[Collected data]
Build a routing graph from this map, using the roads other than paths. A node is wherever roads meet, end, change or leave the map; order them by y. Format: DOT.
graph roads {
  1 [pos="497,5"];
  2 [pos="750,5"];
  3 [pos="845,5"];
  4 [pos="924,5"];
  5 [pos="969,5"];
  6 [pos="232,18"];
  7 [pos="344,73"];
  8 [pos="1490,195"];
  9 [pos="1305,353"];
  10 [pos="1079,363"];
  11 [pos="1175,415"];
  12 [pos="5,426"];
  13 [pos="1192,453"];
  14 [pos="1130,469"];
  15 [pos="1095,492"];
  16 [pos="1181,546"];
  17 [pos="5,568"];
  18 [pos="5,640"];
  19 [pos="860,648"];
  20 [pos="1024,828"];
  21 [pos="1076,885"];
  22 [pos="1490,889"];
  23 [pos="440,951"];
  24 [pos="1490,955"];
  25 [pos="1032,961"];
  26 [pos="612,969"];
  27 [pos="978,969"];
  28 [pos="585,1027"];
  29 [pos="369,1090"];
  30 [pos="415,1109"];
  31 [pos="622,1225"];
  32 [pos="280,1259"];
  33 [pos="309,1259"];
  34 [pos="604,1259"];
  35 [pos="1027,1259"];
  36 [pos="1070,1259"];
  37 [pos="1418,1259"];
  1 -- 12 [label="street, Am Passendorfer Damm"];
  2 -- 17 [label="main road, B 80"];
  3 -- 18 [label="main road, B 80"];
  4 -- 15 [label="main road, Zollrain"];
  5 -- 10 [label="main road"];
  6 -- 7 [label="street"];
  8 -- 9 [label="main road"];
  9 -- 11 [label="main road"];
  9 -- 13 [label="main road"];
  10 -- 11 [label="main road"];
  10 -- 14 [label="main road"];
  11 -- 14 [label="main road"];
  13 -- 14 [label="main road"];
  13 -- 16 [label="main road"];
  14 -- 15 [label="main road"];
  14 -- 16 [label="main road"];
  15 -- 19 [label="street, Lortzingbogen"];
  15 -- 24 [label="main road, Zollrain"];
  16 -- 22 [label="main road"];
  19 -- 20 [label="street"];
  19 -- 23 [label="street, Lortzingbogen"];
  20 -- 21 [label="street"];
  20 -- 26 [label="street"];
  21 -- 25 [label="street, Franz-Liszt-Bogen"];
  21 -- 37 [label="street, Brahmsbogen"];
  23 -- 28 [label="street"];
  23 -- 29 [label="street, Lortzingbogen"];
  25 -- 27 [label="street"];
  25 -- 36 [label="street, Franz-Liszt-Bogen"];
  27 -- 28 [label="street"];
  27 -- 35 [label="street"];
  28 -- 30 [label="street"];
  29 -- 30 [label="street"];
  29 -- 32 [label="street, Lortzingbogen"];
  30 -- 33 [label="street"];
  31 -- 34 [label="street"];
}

* **Goal of the exercise**
I need each line above reproduced exactly.

* **Expected answer**
Build a routing graph from this map, using the roads other than paths. A node is wherever roads meet, end, change or leave the map; order them by y. Format: DOT.
graph roads {
  1 [pos="497,5"];
  2 [pos="750,5"];
  3 [pos="845,5"];
  4 [pos="924,5"];
  5 [pos="969,5"];
  6 [pos="232,18"];
  7 [pos="344,73"];
  8 [pos="1490,195"];
  9 [pos="1305,353"];
  10 [pos="1079,363"];
  11 [pos="1175,415"];
  12 [pos="5,426"];
  13 [pos="1192,453"];
  14 [pos="1130,469"];
  15 [pos="1095,492"];
  16 [pos="1181,546"];
  17 [pos="5,568"];
  18 [pos="5,640"];
  19 [pos="860,648"];
  20 [pos="1024,828"];
  21 [pos="1076,885"];
  22 [pos="1490,889"];
  23 [pos="440,951"];
  24 [pos="1490,955"];
  25 [pos="1032,961"];
  26 [pos="612,969"];
  27 [pos="978,969"];
  28 [pos="585,1027"];
  29 [pos="369,1090"];
  30 [pos="415,1109"];
  31 [pos="622,1225"];
  32 [pos="280,1259"];
  33 [pos="309,1259"];
  34 [pos="604,1259"];
  35 [pos="1027,1259"];
  36 [pos="1070,1259"];
  37 [pos="1418,1259"];
  1 -- 12 [label="street, Am Passendorfer Damm"];
  2 -- 17 [label="main road, B 80"];
  3 -- 18 [label="main road, B 80"];
  4 -- 15 [label="main road, Zollrain"];
  5 -- 10 [label="main road"];
  6 -- 7 [label="street"];
  8 -- 9 [label="main road"];
  9 -- 11 [label="main road"];
  9 -- 13 [label="main road"];
  10 -- 11 [label="main road"];
  10 -- 14 [label="main road"];
  11 -- 14 [label="main road"];
  13 -- 14 [label="main road"];
  13 -- 16 [label="main road"];
  14 -- 15 [label="main road"];
  14 -- 16 [label="main road"];
  15 -- 19 [label="street, Lortzingbogen"];
  15 -- 24 [label="main road, Zollrain"];
  16 -- 22 [label="main road"];
  19 -- 20 [label="street"];
  19 -- 23 [label="street, Lortzingbogen"];
  20 -- 21 [label="street"];
  20 -- 26 [label="street"];
  21 -- 25 [label="street, Franz-Liszt-Bogen"];
  21 -- 37 [label="street, Brahmsbogen"];
  23 -- 28 [label="street"];
  23 -- 29 [label="street, Lortzingbogen"];
  25 -- 27 [label="street"];
  25 -- 36 [label="street, Franz-Liszt-Bogen"];
  27 -- 28 [label="street"];
  27 -- 35 [label="street"];
  28 -- 30 [label="street"];
  29 -- 30 [label="street"];
  29 -- 32 [label="street, Lortzingbogen"];
  30 -- 33 [label="street"];
  31 -- 34 [label="street"];
}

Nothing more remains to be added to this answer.